Support for surveillance at public buildings, parks and religious buildings was even lower.
Sydney residents also said they would prefer to have a digital means of contacting the police in order to offer potential leads.
But just above a third of the Sydneysiders (37%) were willing to allow law enforcement access to their own computers to investigate hate crimes or online bullying.
The Safe Cities survey, carried out by Unisys Corporation, covered Sydney, Singapore, Amsterdam, Rome, Chicago, Dallas, Los Angeles, Philadelphia, Mexico City and Sao Paulo.
Research company YouGov did the legwork, interviewing about 4000 individuals in all.
The aim of the survey was to look at people's attitudes towards participating in community policing and public safety initiatives.
Half of the Sydney residents interviewed said digital means of contact were preferable; the reasons allotted were convenience (48%), faster reporting of crimes (45%) and the ability to upload media files (43%).
They opined that the main barriers to interacting with police this way were concerns that messages might not reach the right person (41%) or that the technology might fail (38%).
Millennials (18-34 years old) and Gen Xers (35-50 years) were not surprisingly more open to contacting police via digital channels than those aged over 50.
A majority of the Sydney residents indicated a willingness to submit potential evidence via online channels to help law enforcement agencies combat crime – such as digital photos (78%), written information (67%) or videos (61%).
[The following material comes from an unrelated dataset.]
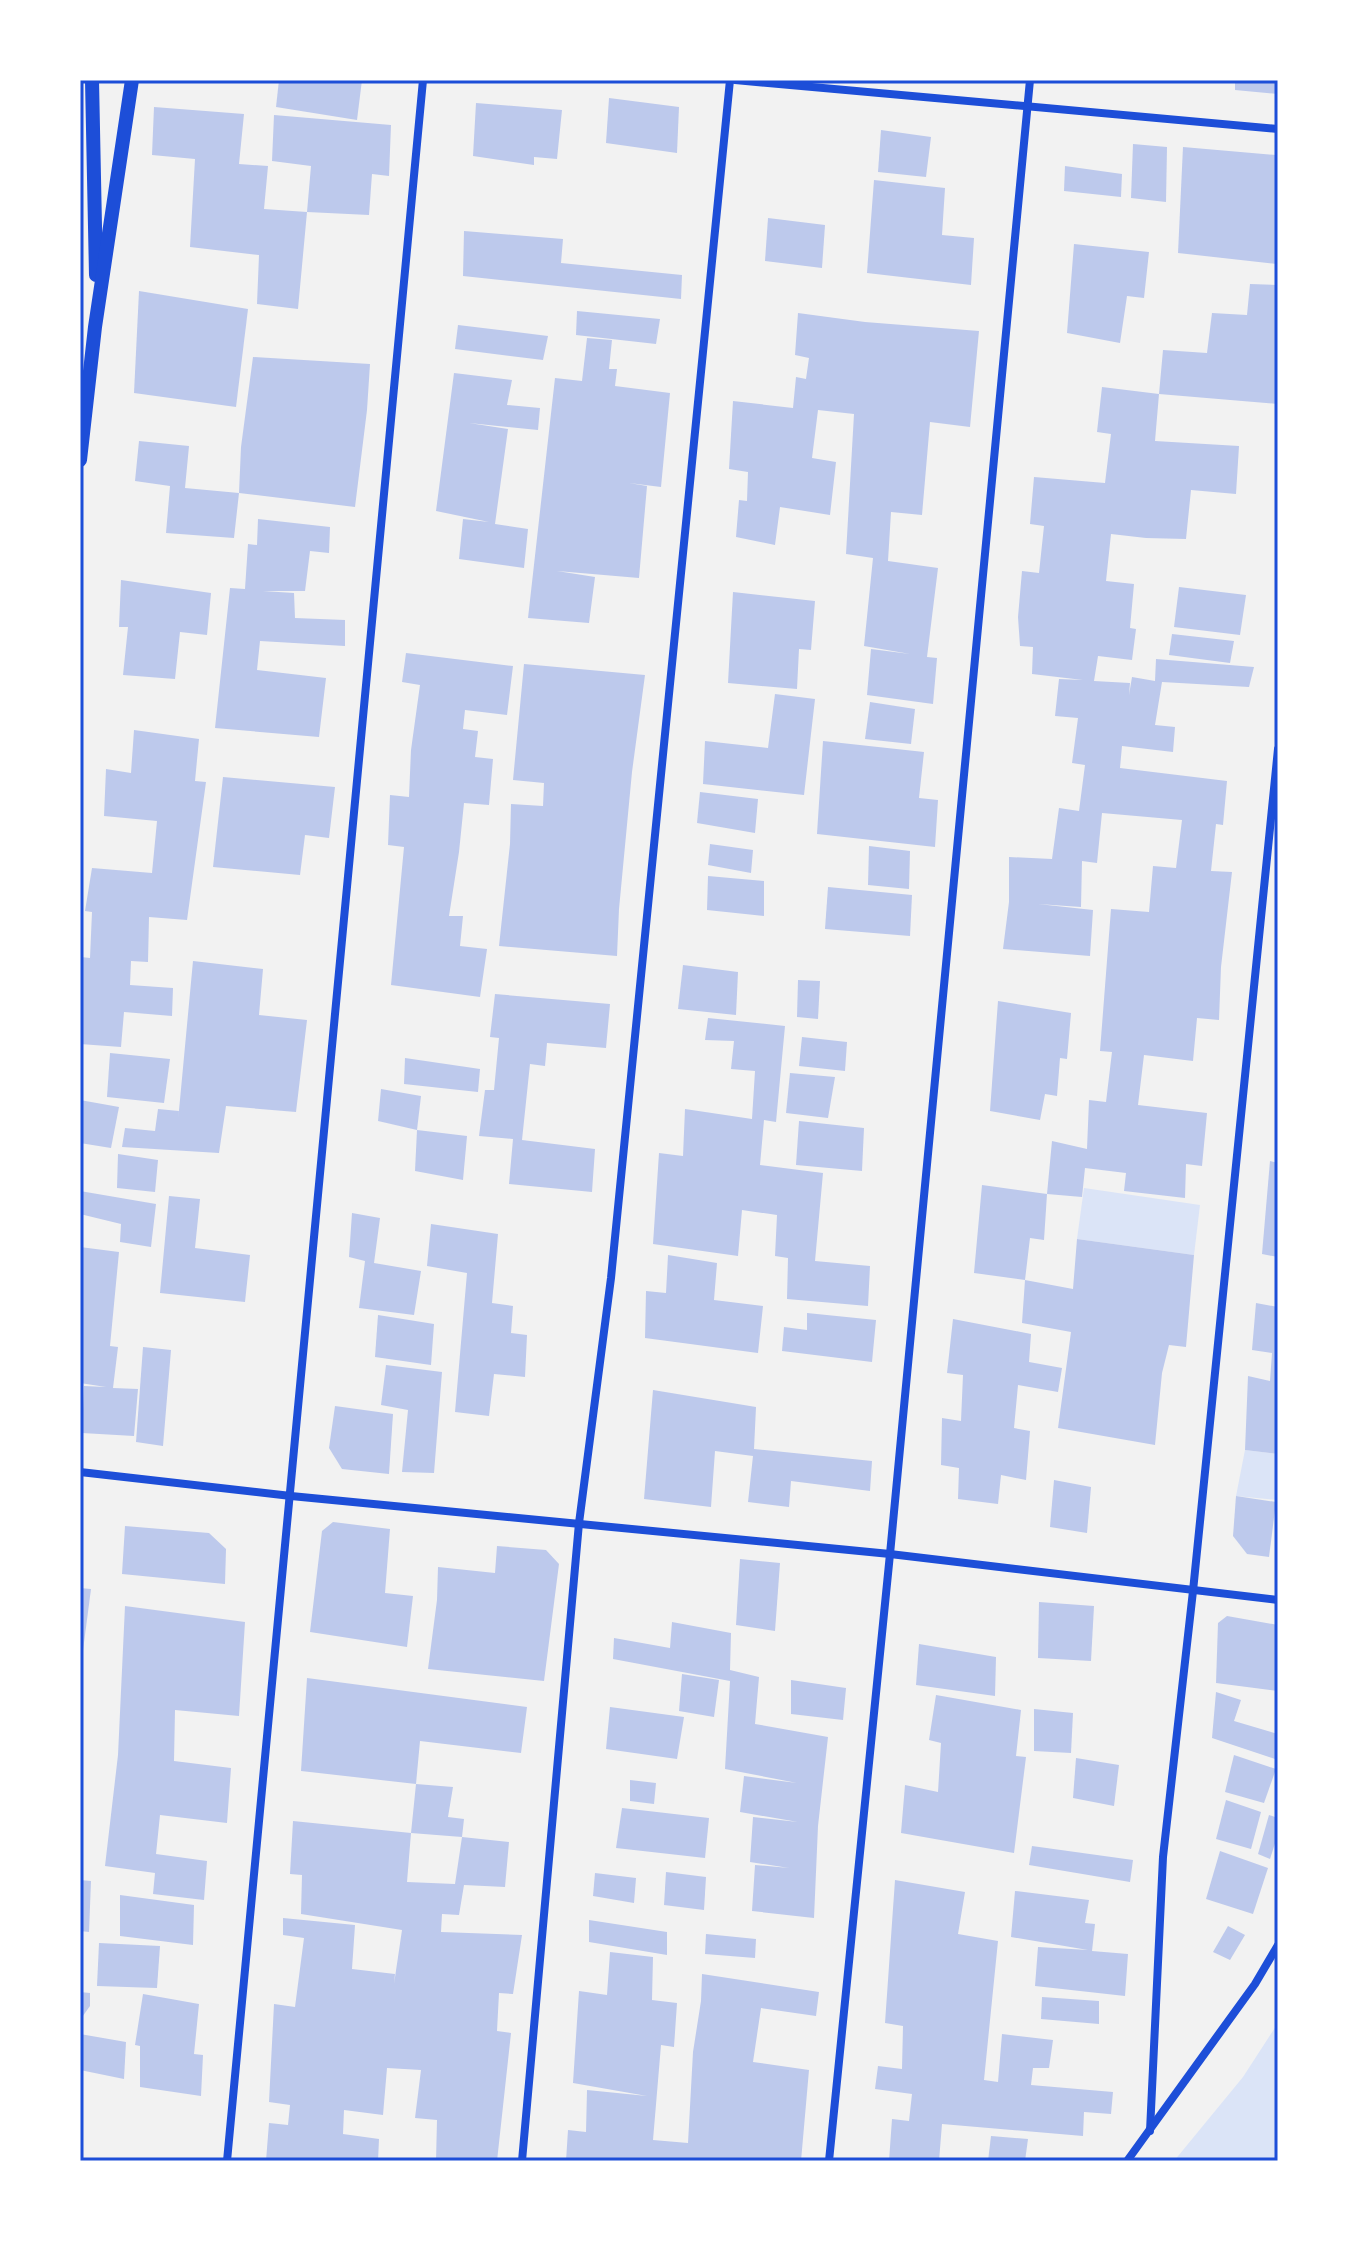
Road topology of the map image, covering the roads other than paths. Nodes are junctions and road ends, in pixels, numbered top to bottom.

Fifty-seven percent were willing to use mobile devices to do so.
"The Unisys Safe Cities study shows that the public supports two-way interaction with law enforcement agencies via digital channels," said Tim Green, Unisys Asia Pacific Justice and Law Enforcement subject matter expert.
“Australian state police forces and Department of Home Affairs agencies make good use of online channels to distribute information, but the community is keen to also submit information online, including photo and video evidence.
"The public wants to use the digital tools they have at their fingertips, such as smartphones. However, they also want to retain a degree of control over how and when they engage with law enforcement."
Singapore and Sydney recorded higher levels of trust in the government's use of technology to prevent and investigate crime than the other eight cities surveyed. Eighty-one percent of Sydney residents strongly supported reactive measures such as sensors that detect emergency vehicles and change traffic signals to speed their passage, or detect harmful chemicals and set off alarms to route people away from harm, or register that a gun was fired and automatically notify police.
A smaller majority (69%) supported proactive surveillance such as police being equipped with facial recognition systems to identify persons of interest, or video surveillance systems that automatically identify suspicious activity and notify police.
“As cities and individuals become more connected by technology, there is a huge opportunity to use these ‘Smart Cities’ capabilities to better engage the public in ‘Safe Cities’ public safety initiatives. It is essential police and government agencies use digital platforms to take community security to a new level," said Green.
"The benefits are numerous: improved and more responsive partnerships, more timely and appropriate service response and increased case clearance rates. However, public trust in governments and their police agencies ultimately defines the scope and types of capability that will be acceptable."